### Your task
Report every line of the records below that includes the string "than".

##### Task inputs

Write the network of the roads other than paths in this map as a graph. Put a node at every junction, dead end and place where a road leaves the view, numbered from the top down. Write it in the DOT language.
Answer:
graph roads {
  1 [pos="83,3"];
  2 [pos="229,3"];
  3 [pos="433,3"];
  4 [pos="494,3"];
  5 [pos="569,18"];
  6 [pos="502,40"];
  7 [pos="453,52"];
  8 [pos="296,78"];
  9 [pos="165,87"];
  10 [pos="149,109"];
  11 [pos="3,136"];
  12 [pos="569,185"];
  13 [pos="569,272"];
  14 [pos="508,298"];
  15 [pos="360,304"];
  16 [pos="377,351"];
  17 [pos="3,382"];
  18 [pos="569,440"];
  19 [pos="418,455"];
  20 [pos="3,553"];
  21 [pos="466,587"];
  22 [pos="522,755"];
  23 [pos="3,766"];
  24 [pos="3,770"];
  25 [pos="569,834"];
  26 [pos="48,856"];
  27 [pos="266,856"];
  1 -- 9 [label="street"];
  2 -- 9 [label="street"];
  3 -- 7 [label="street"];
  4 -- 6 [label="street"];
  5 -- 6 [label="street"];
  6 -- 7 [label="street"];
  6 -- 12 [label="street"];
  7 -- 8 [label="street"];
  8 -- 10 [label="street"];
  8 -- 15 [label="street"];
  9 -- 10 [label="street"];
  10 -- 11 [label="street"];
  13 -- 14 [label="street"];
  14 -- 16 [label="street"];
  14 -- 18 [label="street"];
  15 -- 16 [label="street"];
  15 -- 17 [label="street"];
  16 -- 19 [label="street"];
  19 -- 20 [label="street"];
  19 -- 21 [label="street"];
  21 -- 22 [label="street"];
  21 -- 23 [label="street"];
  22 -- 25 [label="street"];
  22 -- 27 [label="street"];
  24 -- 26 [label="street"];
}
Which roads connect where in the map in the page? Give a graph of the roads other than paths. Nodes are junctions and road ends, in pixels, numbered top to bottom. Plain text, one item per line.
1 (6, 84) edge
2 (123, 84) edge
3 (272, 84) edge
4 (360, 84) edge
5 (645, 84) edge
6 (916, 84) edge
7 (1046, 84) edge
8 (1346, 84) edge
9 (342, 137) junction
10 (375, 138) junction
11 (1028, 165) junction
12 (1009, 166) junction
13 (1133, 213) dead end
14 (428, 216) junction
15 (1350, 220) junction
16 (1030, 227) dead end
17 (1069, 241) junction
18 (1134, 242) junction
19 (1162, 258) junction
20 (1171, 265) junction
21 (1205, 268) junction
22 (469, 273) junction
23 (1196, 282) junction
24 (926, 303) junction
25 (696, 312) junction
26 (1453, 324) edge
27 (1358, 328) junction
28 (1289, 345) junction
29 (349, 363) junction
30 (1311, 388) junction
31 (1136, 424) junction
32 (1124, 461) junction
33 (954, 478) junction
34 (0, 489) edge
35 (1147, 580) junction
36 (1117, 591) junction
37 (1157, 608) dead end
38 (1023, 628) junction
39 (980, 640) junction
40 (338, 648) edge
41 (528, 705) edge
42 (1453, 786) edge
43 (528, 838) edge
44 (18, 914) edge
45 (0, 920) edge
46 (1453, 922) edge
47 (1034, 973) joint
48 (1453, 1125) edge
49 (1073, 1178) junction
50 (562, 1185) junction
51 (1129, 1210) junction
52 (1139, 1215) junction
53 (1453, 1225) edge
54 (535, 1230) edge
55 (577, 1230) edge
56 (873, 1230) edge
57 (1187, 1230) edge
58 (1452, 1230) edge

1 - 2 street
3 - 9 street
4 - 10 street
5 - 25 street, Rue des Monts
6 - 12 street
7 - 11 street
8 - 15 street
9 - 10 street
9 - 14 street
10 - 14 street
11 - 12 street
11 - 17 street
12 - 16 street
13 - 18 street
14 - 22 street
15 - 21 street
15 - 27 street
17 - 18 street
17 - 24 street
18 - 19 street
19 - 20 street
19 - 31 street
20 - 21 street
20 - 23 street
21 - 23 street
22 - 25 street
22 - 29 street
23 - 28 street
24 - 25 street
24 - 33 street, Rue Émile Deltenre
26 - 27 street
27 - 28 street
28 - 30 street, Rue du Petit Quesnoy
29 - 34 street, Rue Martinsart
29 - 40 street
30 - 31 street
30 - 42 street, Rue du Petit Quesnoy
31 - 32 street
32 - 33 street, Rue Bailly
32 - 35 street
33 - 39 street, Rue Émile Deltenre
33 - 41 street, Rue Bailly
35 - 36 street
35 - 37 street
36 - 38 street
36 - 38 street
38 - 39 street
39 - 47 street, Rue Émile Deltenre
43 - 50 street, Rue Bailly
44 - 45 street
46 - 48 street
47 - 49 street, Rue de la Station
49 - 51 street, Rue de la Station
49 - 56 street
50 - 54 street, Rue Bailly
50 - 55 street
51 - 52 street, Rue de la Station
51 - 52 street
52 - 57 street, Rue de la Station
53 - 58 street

##########
##### Task inputs

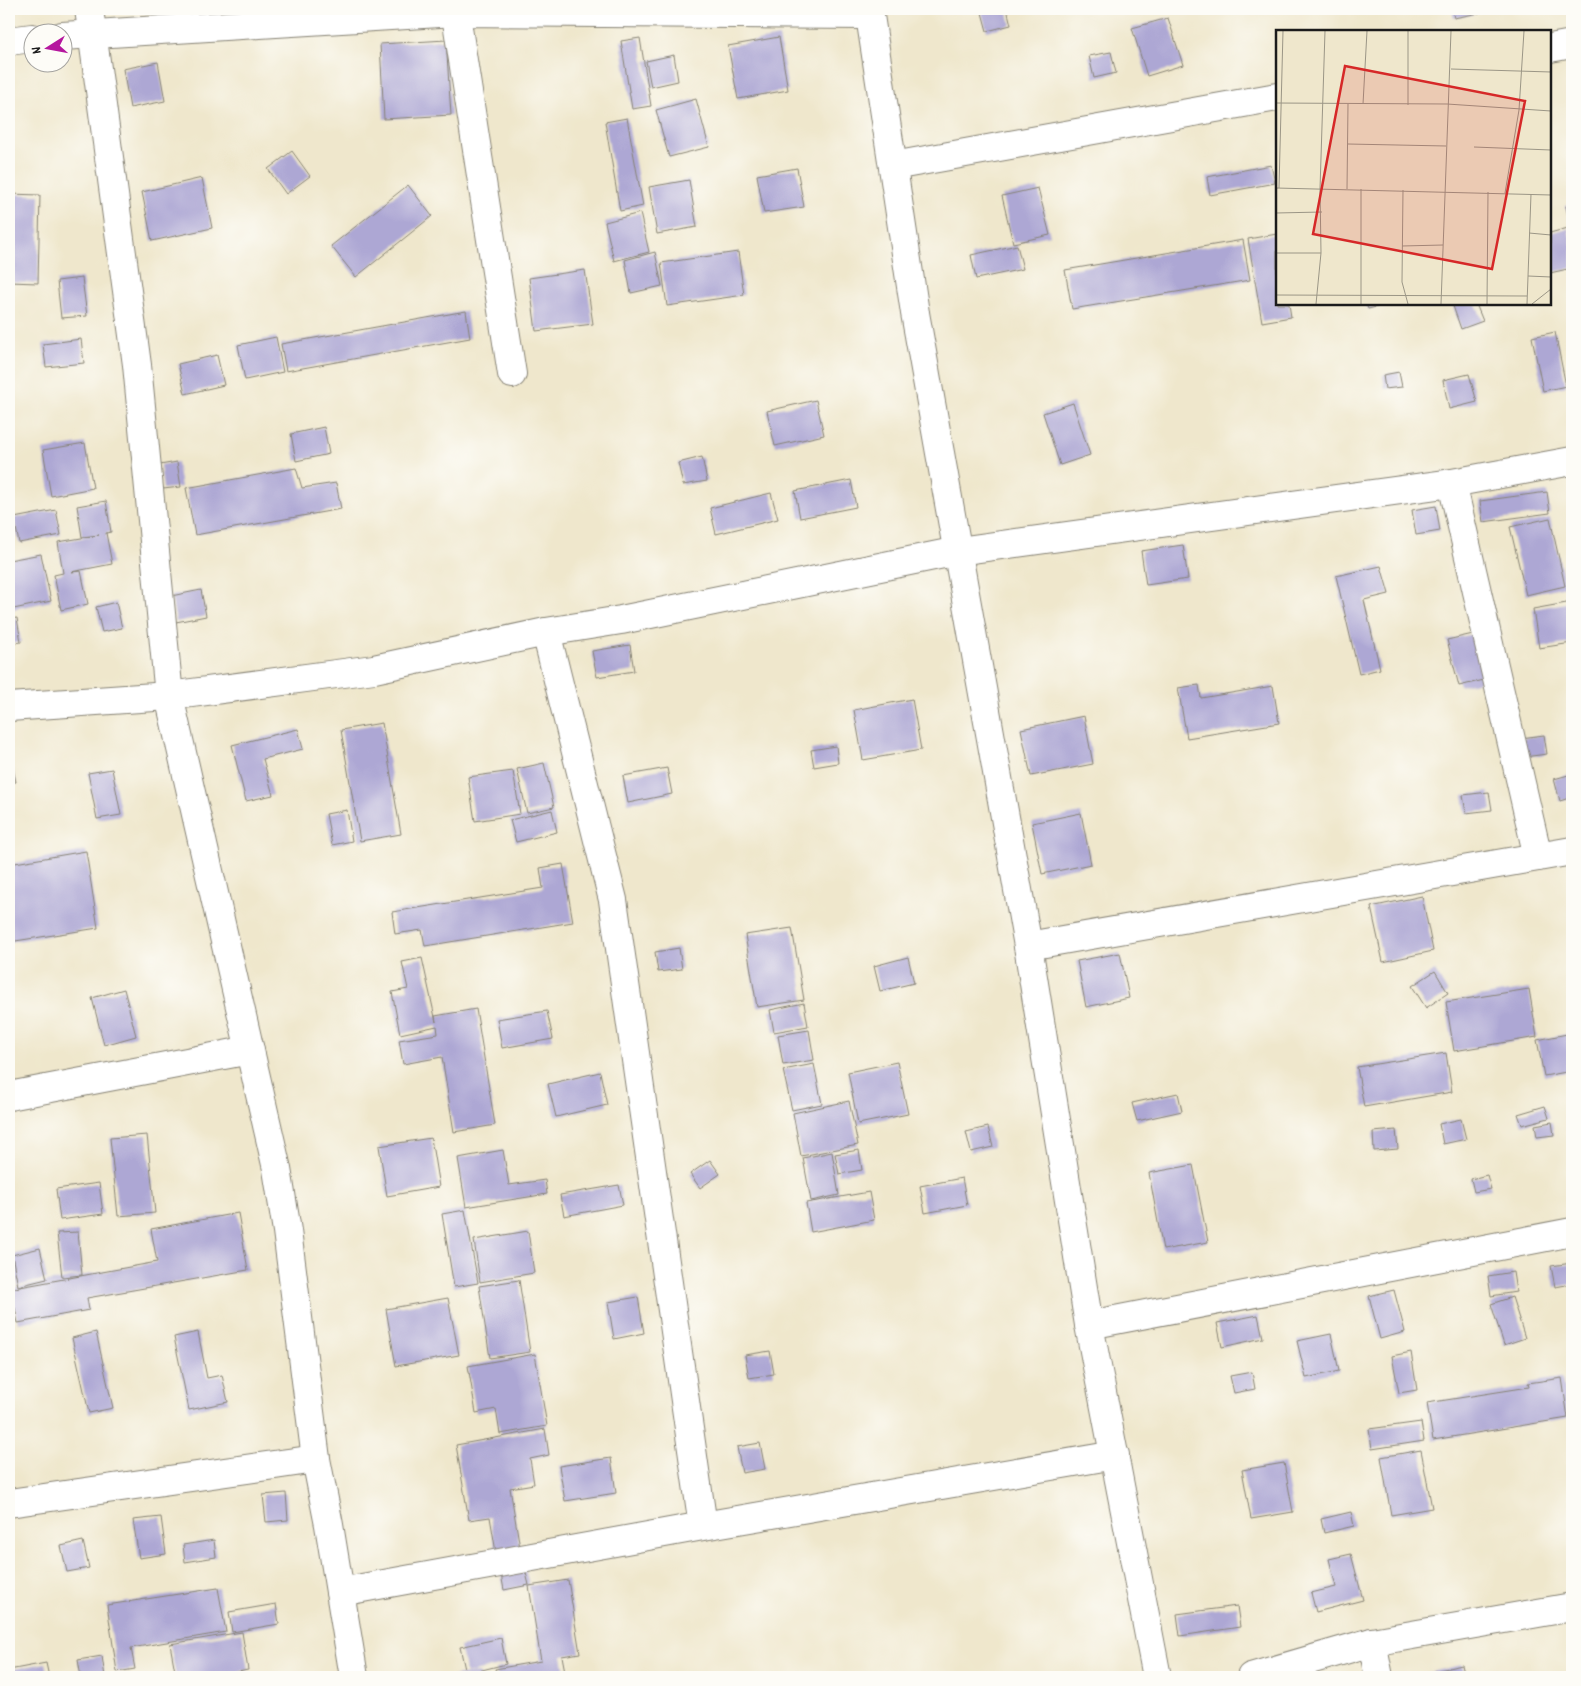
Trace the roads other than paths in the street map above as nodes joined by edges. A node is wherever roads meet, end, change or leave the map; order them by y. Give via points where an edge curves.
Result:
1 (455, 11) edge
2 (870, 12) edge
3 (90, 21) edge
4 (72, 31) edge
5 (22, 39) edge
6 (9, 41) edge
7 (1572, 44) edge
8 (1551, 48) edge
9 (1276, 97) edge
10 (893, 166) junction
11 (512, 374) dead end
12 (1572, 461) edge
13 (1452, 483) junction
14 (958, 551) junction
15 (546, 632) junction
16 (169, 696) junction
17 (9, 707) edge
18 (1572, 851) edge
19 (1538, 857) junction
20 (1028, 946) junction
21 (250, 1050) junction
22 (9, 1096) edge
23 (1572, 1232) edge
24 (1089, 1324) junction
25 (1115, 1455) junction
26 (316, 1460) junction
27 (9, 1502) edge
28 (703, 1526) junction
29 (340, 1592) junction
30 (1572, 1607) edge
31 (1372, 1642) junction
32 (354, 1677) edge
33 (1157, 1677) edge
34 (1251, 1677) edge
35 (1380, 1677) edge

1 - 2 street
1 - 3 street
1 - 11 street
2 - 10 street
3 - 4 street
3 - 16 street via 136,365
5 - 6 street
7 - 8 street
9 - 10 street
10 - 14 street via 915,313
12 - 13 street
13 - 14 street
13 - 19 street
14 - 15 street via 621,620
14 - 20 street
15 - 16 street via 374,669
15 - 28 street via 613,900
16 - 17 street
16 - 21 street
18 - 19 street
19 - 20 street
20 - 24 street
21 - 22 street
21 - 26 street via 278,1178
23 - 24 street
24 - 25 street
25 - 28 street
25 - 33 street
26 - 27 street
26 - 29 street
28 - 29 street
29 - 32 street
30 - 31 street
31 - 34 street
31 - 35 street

##########

### Final answer
Write the network of the roads other than paths in this map as a graph. Put a node at every junction, dead end and place where a road leaves the view, numbered from the top down. Write it in the DOT language.
Which roads connect where in the map in the page? Give a graph of the roads other than paths. Nodes are junctions and road ends, in pixels, numbered top to bottom. Plain text, one item per line.
Trace the roads other than paths in the street map above as nodes joined by edges. A node is wherever roads meet, end, change or leave the map; order them by y. Give via points where an edge curves.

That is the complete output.